Well… that was a tad strange. Steven’s ability to transform his body hasn’t been used often in the show, but it has contributed to two of the stranger episodes of the first season, specifically Cat Fingers and So Many Birthdays. In a sense, Steven’s Birthday feels like a reexamination of some of the issues that were at the heart of So Many Birthdays, as both deal with the subject of aging and how it affects both the Gems and Steven. This is an interesting subject and the episode deals with it rather well, though, towards the end, it is hard to deny that things get more than a little weird.
The episode kicks off with the Gems, minus Peridot, preparing for the titular birthday celebrations. Greg arrives with Connie and expresses his dismay that Steven is already turning 14, a statement that clearly catches Connie off guard as she realizes that Steven is more than a year older than her. Upon looking through Greg’s photo albums, Connie and Greg notice that the photos of Steven’s last few birthdays all look roughly the same. Connie calls Greg away so that she can speak to him alone, and he admits to her that he doesn’t know if Steven will continue aging or not. She is clearly concerned by this possibility, but agrees with his assertion that the best thing they can do is just wait and see.

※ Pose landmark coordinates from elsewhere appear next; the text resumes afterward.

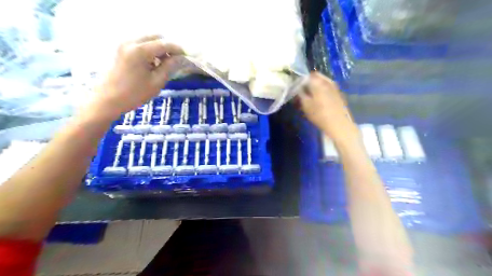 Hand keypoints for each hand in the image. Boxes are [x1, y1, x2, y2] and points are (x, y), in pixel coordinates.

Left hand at [88, 34, 182, 119]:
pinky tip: (153, 64)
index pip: (164, 44)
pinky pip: (140, 44)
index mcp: (140, 50)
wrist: (108, 100)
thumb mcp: (157, 82)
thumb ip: (170, 67)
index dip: (178, 49)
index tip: (187, 57)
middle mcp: (131, 42)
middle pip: (155, 37)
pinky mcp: (121, 49)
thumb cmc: (134, 94)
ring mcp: (124, 44)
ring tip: (165, 64)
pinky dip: (150, 50)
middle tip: (176, 61)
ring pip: (148, 39)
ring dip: (159, 48)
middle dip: (168, 47)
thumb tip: (181, 58)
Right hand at [298, 72, 359, 143]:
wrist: (339, 124)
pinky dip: (322, 90)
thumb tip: (298, 87)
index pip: (305, 76)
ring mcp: (334, 86)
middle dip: (308, 82)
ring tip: (311, 96)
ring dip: (316, 85)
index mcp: (317, 82)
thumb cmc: (319, 115)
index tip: (296, 88)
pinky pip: (328, 87)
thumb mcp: (305, 105)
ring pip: (322, 81)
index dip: (300, 81)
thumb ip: (301, 94)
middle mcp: (327, 81)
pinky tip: (320, 99)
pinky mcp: (339, 93)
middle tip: (303, 91)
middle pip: (315, 76) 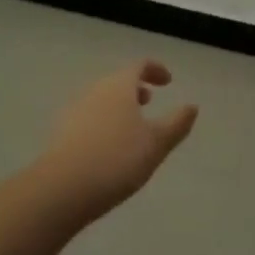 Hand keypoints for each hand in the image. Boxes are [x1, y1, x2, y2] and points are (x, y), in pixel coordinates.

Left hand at [34, 60, 197, 222]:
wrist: (62, 189)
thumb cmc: (117, 159)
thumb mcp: (157, 143)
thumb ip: (177, 123)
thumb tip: (192, 106)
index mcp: (119, 86)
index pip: (138, 66)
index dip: (155, 69)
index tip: (168, 81)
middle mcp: (94, 91)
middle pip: (117, 82)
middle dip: (135, 88)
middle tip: (150, 101)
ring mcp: (74, 112)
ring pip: (102, 100)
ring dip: (119, 106)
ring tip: (132, 126)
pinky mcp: (62, 134)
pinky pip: (89, 118)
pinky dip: (104, 122)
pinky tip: (109, 146) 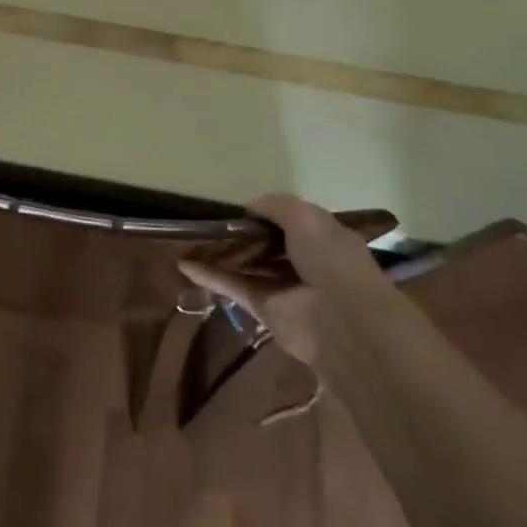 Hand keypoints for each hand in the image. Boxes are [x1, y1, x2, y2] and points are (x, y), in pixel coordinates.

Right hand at [178, 195, 395, 367]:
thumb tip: (249, 206)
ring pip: (247, 266)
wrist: (342, 320)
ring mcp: (282, 286)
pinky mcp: (263, 309)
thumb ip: (275, 205)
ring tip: (191, 239)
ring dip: (222, 254)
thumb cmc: (329, 259)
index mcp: (320, 237)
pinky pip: (233, 287)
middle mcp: (302, 261)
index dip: (266, 214)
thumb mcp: (305, 216)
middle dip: (242, 235)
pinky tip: (184, 264)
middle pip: (266, 245)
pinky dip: (210, 276)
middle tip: (209, 222)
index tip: (239, 208)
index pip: (290, 222) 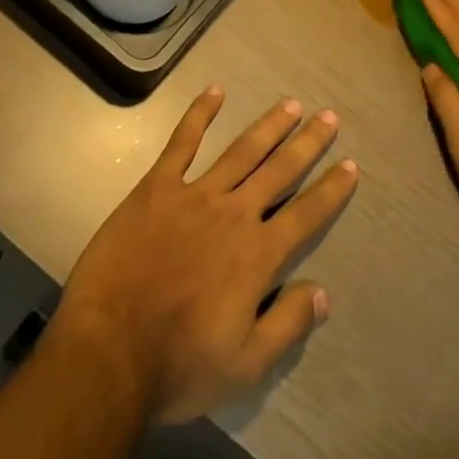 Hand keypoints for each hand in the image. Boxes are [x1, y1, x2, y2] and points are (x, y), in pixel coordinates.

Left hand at [52, 88, 359, 424]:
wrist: (107, 353)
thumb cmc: (178, 365)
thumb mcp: (245, 366)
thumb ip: (287, 325)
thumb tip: (323, 292)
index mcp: (258, 255)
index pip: (306, 214)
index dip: (331, 190)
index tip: (351, 165)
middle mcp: (234, 214)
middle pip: (279, 170)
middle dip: (308, 143)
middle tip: (329, 116)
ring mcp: (194, 196)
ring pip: (241, 151)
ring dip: (268, 126)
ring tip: (291, 104)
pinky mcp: (156, 189)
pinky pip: (182, 144)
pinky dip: (199, 115)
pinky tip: (215, 92) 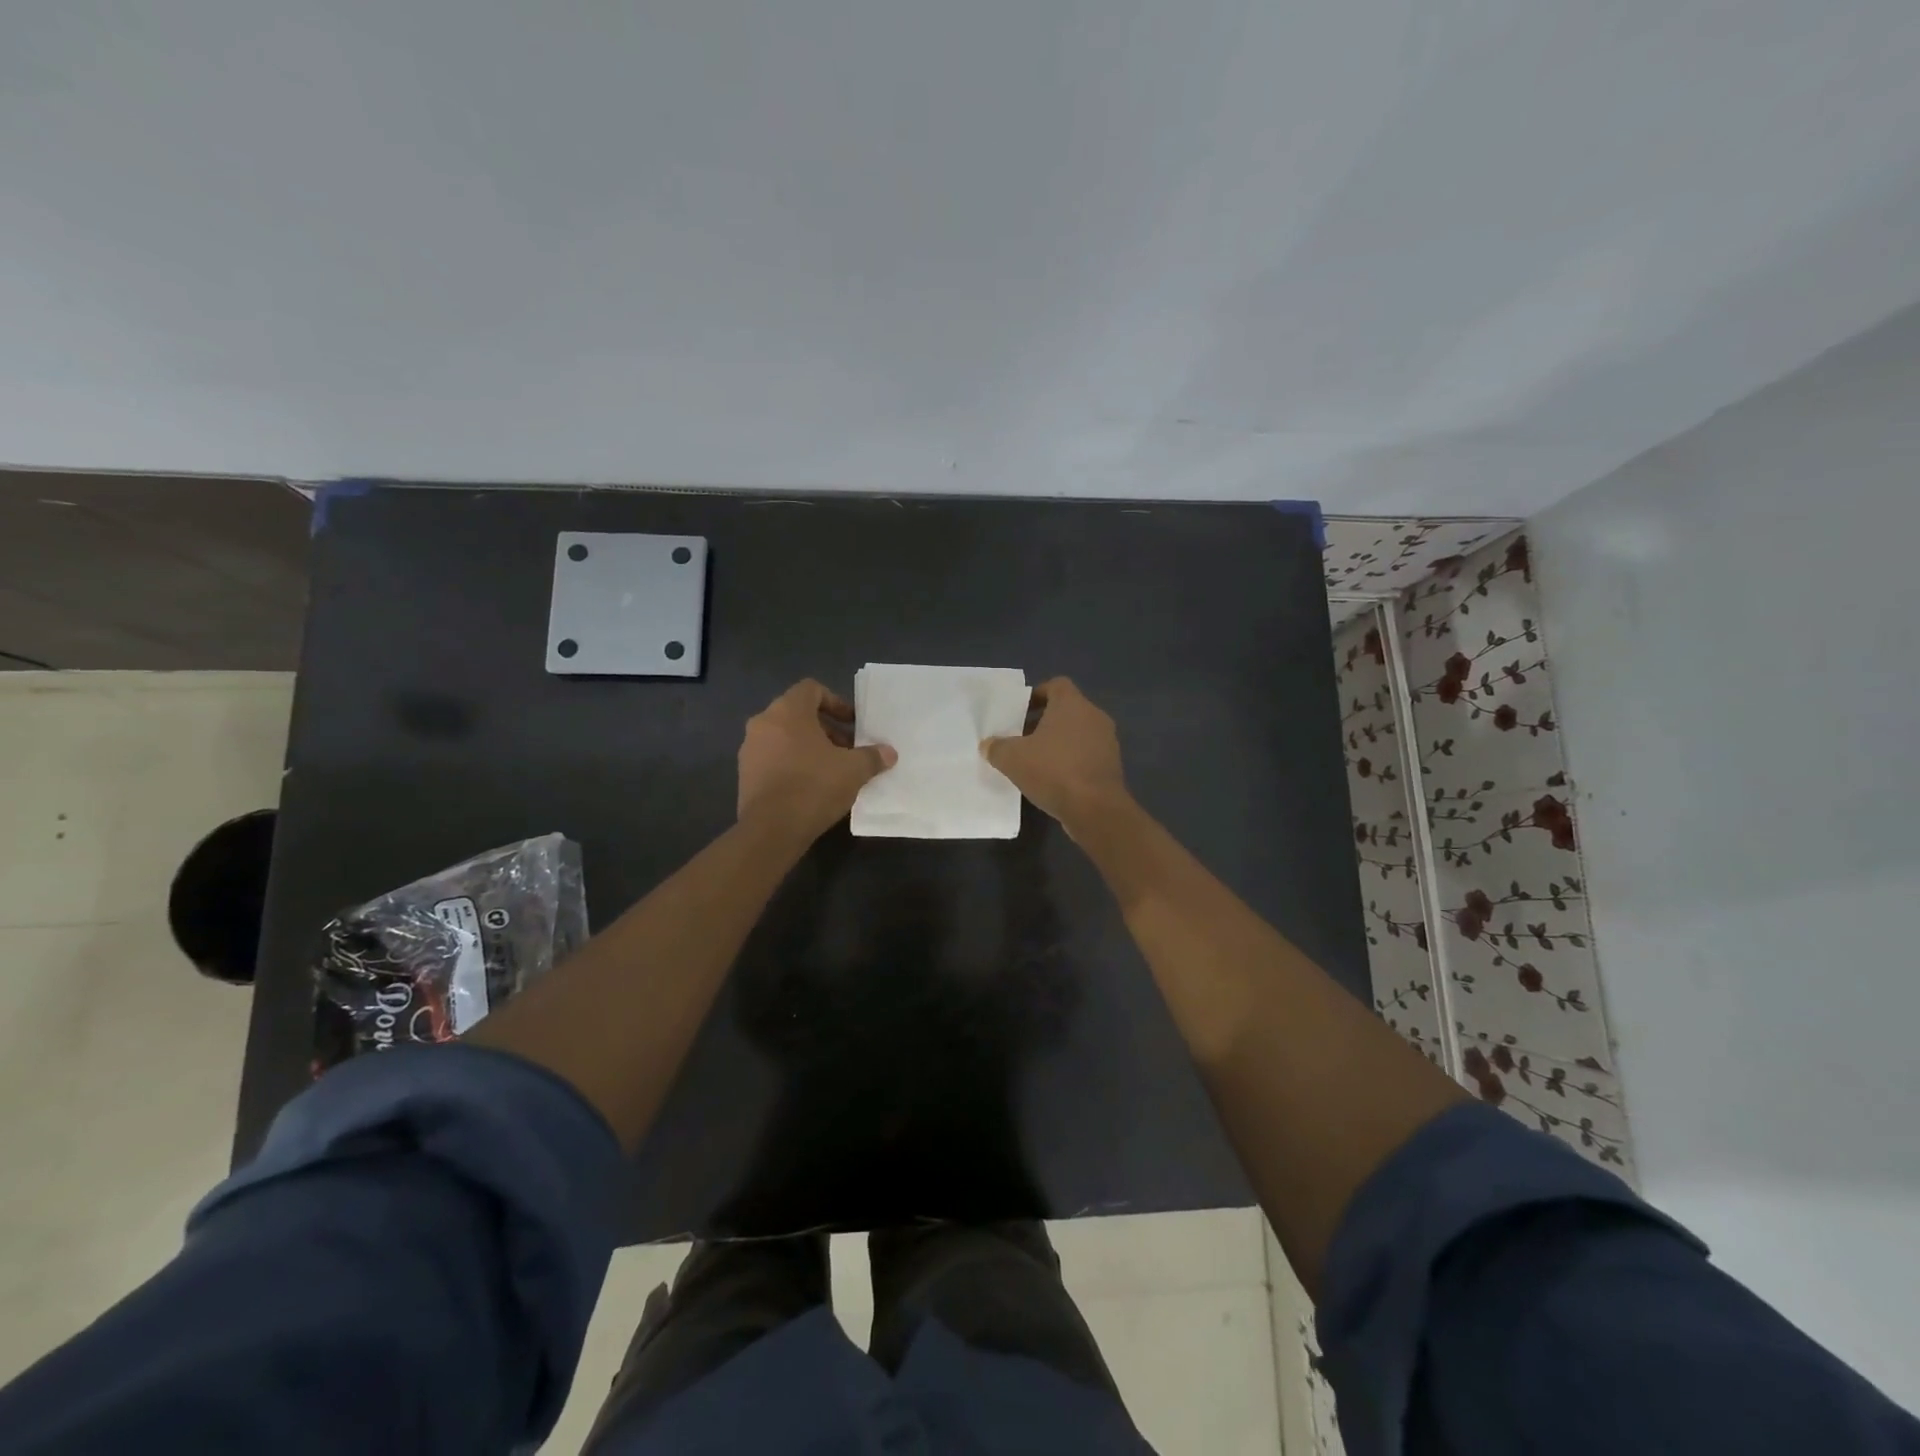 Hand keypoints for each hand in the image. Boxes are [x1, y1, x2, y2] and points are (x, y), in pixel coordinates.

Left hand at [738, 680, 896, 841]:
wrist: (771, 829)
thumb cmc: (814, 786)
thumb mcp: (853, 770)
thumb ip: (872, 756)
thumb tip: (889, 753)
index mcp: (787, 711)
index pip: (811, 689)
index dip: (836, 702)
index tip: (852, 724)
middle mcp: (763, 723)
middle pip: (798, 714)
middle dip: (826, 729)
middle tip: (847, 750)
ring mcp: (750, 749)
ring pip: (785, 737)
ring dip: (809, 748)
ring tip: (831, 770)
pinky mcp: (745, 775)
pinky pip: (773, 759)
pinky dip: (792, 764)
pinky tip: (811, 787)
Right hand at [981, 677, 1129, 827]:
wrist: (1095, 809)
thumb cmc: (1053, 771)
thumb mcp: (1013, 759)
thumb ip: (997, 747)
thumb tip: (988, 745)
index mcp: (1072, 704)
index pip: (1056, 685)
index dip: (1037, 695)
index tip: (1020, 711)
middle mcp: (1094, 716)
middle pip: (1066, 710)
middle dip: (1044, 722)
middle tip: (1022, 738)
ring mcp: (1107, 741)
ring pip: (1078, 733)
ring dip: (1059, 743)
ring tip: (1036, 760)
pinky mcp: (1112, 765)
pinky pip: (1087, 754)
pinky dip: (1071, 760)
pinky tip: (1054, 779) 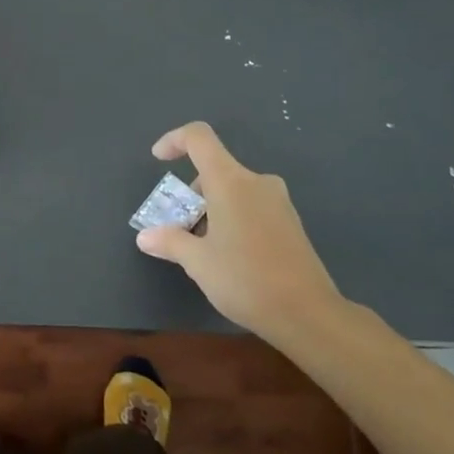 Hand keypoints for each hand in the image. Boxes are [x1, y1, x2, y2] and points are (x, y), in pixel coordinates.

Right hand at [135, 122, 342, 343]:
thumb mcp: (198, 262)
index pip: (199, 138)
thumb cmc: (246, 279)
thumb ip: (169, 241)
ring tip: (202, 248)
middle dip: (191, 194)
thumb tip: (145, 237)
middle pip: (214, 169)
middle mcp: (256, 182)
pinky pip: (251, 205)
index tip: (158, 160)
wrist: (309, 315)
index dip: (174, 140)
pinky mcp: (290, 222)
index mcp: (230, 181)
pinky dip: (232, 218)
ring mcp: (278, 202)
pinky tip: (229, 255)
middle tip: (179, 228)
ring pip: (233, 190)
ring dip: (211, 209)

From a conceptual standpoint, this is an intriguing problem, and Steven’s decision to try and stretch his limbs out, so that he can emulate a growth spurt seems perfectly in character for him. He doesn’t want to grow apart from Connie, and so he’d be willing to do whatever it takes to ensure that age doesn’t keep them apart. The weirdness comes about later in the episode when Steven experiences a backlash from having transformed his body for too long. Admittedly, the peculiarity of the resulting scenario is such that it seems a bit odd how quickly Greg and Connie come to terms with it. It seems somewhat understandable that Greg has learned to roll with the punches when it comes to raising Steven, but, for Connie, it seems that she comes to cope with current crisis a bit too quickly to feel natural.
Fortunately, Steven reverts back by the end of the episode, and to cap it off, it turns out that everyone was seemingly worrying over nothing due to an overly conveniently timed discovery. The problem with this setup is that it essentially ends back where it started. The episode may have been improved had it ended with a sense of ambiguity as opposed to having things get tied up a little too neatly. Steven’s Birthday is still a really good episode that succeeds in eclipsing both So Many Birthdays and the notably-inferior Cat Fingers, but it finishes by providing answers to every question it posed back at the beginning. As a result, it feels slightly more like a detour than it would have had it left some of those answers to be discovered in the future.
Before I wrap up, a few Notes and Nitpicks:
- Well, I think this is the first time we have received confirmation of Steven’s age. It is something that I have occasionally wondered about throughout the course of this show, though it was obvious that it was somewhere in the late tween to early teen range.
- We haven’t really seen much of the citizens of Beach City in a while. It is understandable that this is the case since they’ve been at the barn for the last few episodes, but it still seemed notable that it was just Greg and Connie visiting. I thought that maybe Peedee might tag along or that Sadie might drag Lars to the party or that Onion might emerge from the darkness of the barn attic… On the other hand, maybe it is best that it was just Connie.
- I’m attempting to add a quote from the subject matter at the top of my reviews in order to capture some aspect of the material. It’s an interesting exercise, though I may not do it every time.
- Man… Cat Fingers was rather bizarre.
Steven’s Birthday is a great episode, that is only hindered slightly by its sense of weirdness and its need to answer all of the questions that it poses. This results in it feeling like more of a standalone episode, but it is an enjoyable one nonetheless.